Laureato in giurisprudenza presso l’Università degli Studi di Verona, dopo aver conseguito l’abilitazione presso la Corte d’Appello di Venezia, è iscritto all’Albo degli Avvocati di Verona. È esperto di diritto civile e commerciale, con particolare riferimento al settore real estate.

Con la recente sentenza n. 3720/2019, pubblicata l’8 febbraio 2019, la Suprema Corte di Cassazione ha affermato che il pregiudizio esistenziale è risarcibile solo se supera una sufficiente soglia di gravità dei diritti lesi.

Il fatto

L’attore, utilizzando quotidianamente il treno, come migliaia di altre persone durante il giorno, ha lamentato: la scarsa puntualità, le precarie condizioni igieniche dei vagoni, il continuo sovraffollamento e l’impossibilità di trovare posto all’interno per sedersi.

Tutto ciò, secondo lo stesso, gli ha creato un peggioramento sensibile della vita.
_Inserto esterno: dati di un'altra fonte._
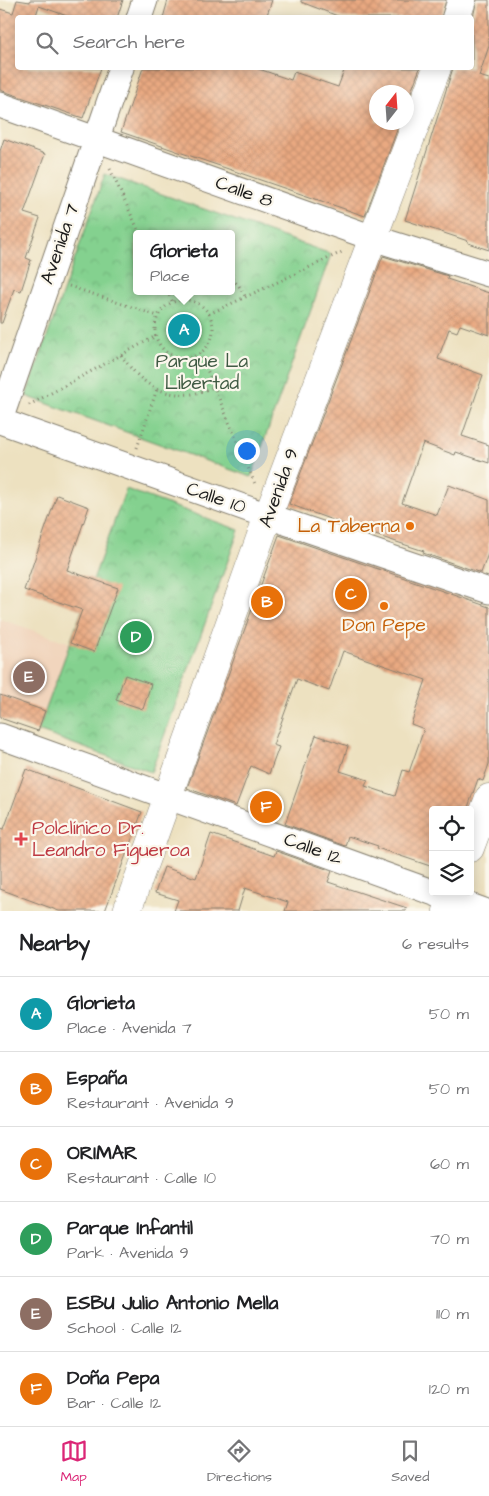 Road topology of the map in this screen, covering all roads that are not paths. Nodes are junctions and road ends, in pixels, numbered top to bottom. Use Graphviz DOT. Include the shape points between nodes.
graph roads {
  1 [pos="145,0"];
  2 [pos="462,0"];
  3 [pos="140,15"];
  4 [pos="457,15"];
  5 [pos="120,70"];
  6 [pos="436,70"];
  7 [pos="0,105"];
  8 [pos="95,138"];
  9 [pos="373,238"];
  10 [pos="489,274"];
  11 [pos="0,421"];
  12 [pos="268,516"];
  13 [pos="489,591"];
  14 [pos="0,736"];
  15 [pos="168,797"];
  16 [pos="489,798"];
  17 [pos="474,837"];
  18 [pos="450,901"];
  19 [pos="127,911"];
  20 [pos="484,911"];
  1 -- 3 [label="street"];
  2 -- 4 [label="main road"];
  5 -- 8 [label="street, Avenida 7"];
  6 -- 9 [label="main road, Avenida 9"];
  7 -- 8 [label="street, Calle 8"];
  8 -- 9 [label="street, Calle 8"];
  8 -- 11 [label="street, Avenida 7"];
  9 -- 10 [label="street, Calle 8"];
  9 -- 12 [label="main road, Avenida 9"];
  11 -- 12 [label="street, Calle 10"];
  12 -- 13 [label="street, Calle 10"];
  12 -- 15 [label="main road, Avenida 9"];
  14 -- 15 [label="street, Calle 12"];
  15 -- 18 [label="street, Calle 12"];
  15 -- 19 [label="main road, Avenida 9"];
  16 -- 17 [label="main road"];
  18 -- 20 [label="street, Calle 12"];
} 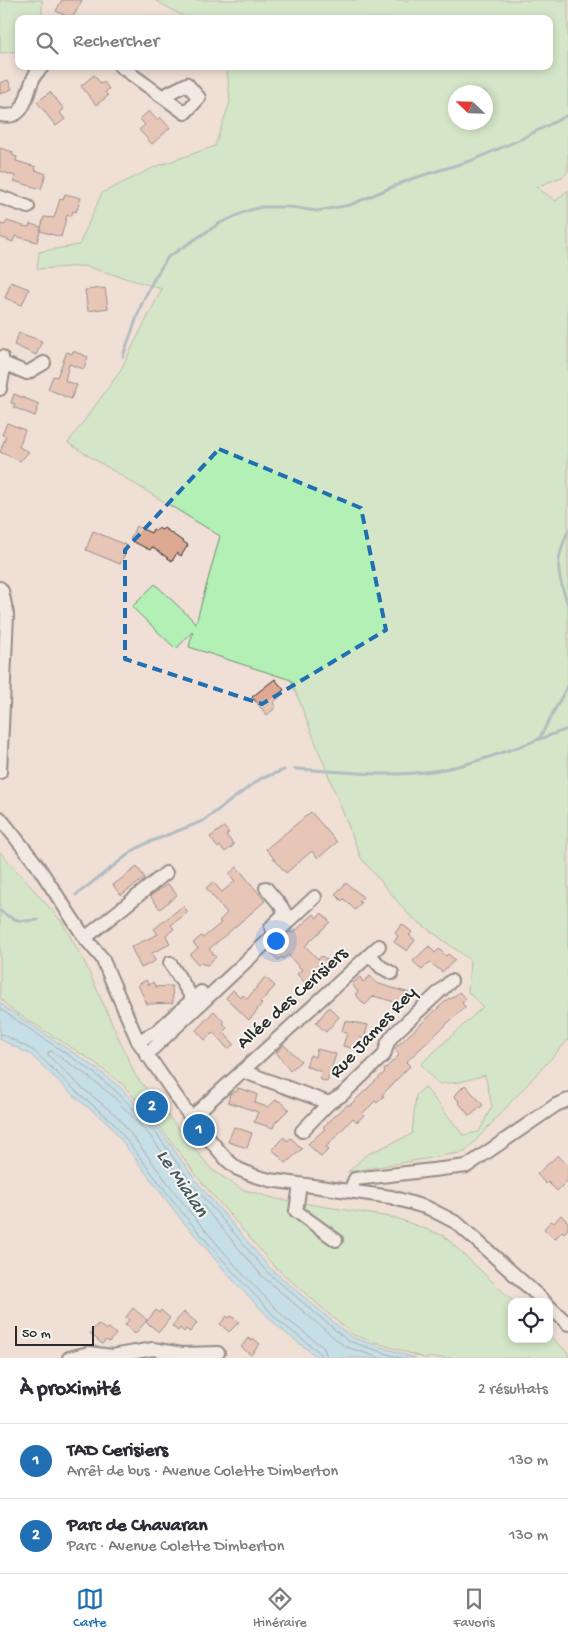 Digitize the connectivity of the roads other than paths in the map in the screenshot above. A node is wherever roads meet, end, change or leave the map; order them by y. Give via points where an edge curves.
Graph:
1 (39, 70) edge
2 (126, 70) edge
3 (163, 96) junction
4 (0, 115) edge
5 (0, 197) edge
6 (28, 207) dead end
7 (44, 363) dead end
8 (0, 389) edge
9 (1, 589) edge
10 (0, 772) edge
11 (0, 818) edge
12 (166, 874) dead end
13 (266, 888) dead end
14 (315, 897) dead end
15 (85, 938) junction
16 (170, 963) dead end
17 (392, 973) dead end
18 (451, 981) dead end
19 (193, 999) junction
20 (138, 1041) junction
21 (146, 1055) junction
22 (242, 1072) junction
23 (568, 1100) edge
24 (329, 1103) junction
25 (191, 1118) junction
26 (302, 1131) dead end
27 (300, 1185) junction
28 (350, 1191) junction
29 (336, 1240) dead end
30 (541, 1298) edge
31 (553, 1310) edge
32 (568, 1324) edge
33 (218, 1353) dead end
34 (182, 1356) edge
35 (69, 1358) edge

1 - 4 street via 17,114
2 - 3 street
3 - 3 street via 185,113 199,98 186,84
5 - 6 street
7 - 8 street via 27,373 2,360
9 - 10 street via 7,614
11 - 15 street via 37,865
12 - 15 street
13 - 19 street via 285,913
14 - 21 street
15 - 20 street via 102,958
16 - 19 street
17 - 22 street, Allée des Cerisiers via 380,967 374,951
18 - 24 street, Rue James Rey via 394,1034 384,1055 342,1095
19 - 20 street via 156,1032
20 - 21 street
21 - 25 street
22 - 24 street, Allée des Cerisiers
22 - 25 street, Allée des Cerisiers
23 - 28 street via 467,1166 355,1180
24 - 26 street, Rue James Rey
25 - 27 street via 218,1151 238,1169 254,1176
27 - 28 street
27 - 29 street via 296,1212
28 - 30 street via 410,1202 457,1223
31 - 32 street
33 - 34 street
34 - 35 street via 153,1349 112,1356 89,1353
Inoltre, per i continui ritardi, ha dovuto modificare la sua vita lavorativa, attinendosi, non tanto agli impegni lavorativi giornalieri, bensì ai cronici ritardi ai quali il soggetto era obbligato a sottostare, apportandogli: ansia, stress e stanchezza cronica.

In primo grado, la domanda attorea era stata accolta; in Appello, al contrario, è stata respinta, poichè non è stato prodotto, nè allegato,  alcunchè per dimostrare il danno non patrimoniale dallo stesso subito.

Il pendolare,avrebbe dovuto dimostrare che, dalla precarietà dei servizi ferroviari, sarebbe derivata una modifica dello stile di vita in senso negativo.

La pronuncia

La Corte, non ha negato in modo assoluto la possibilità di riconoscere il “danno da stress”, però, per l’ammissibilità, deve essere dimostrato un effettivo superamento del limite di tollerabilità.

Deve sussistere una grave e seria violazione di specifici diritti inviolabili della persona.

Gli Ermellini, hanno affermato che il risarcimento non si può riconoscere sulla base di: ritardi, fastidi e noie, poichè vige il principio di tolleranza che ogni concittatino deve avere.

In conclusione,  la Cassazione ha ritenuto di non accogliere la domanda del pendolare, affermando che un risarcimento è ammissibile solo se è stata superata la soglia di sufficiente gravità e compromissione dei diritti lesi, quale limite imprescindibile al risarcimento del danno non patrimoniale.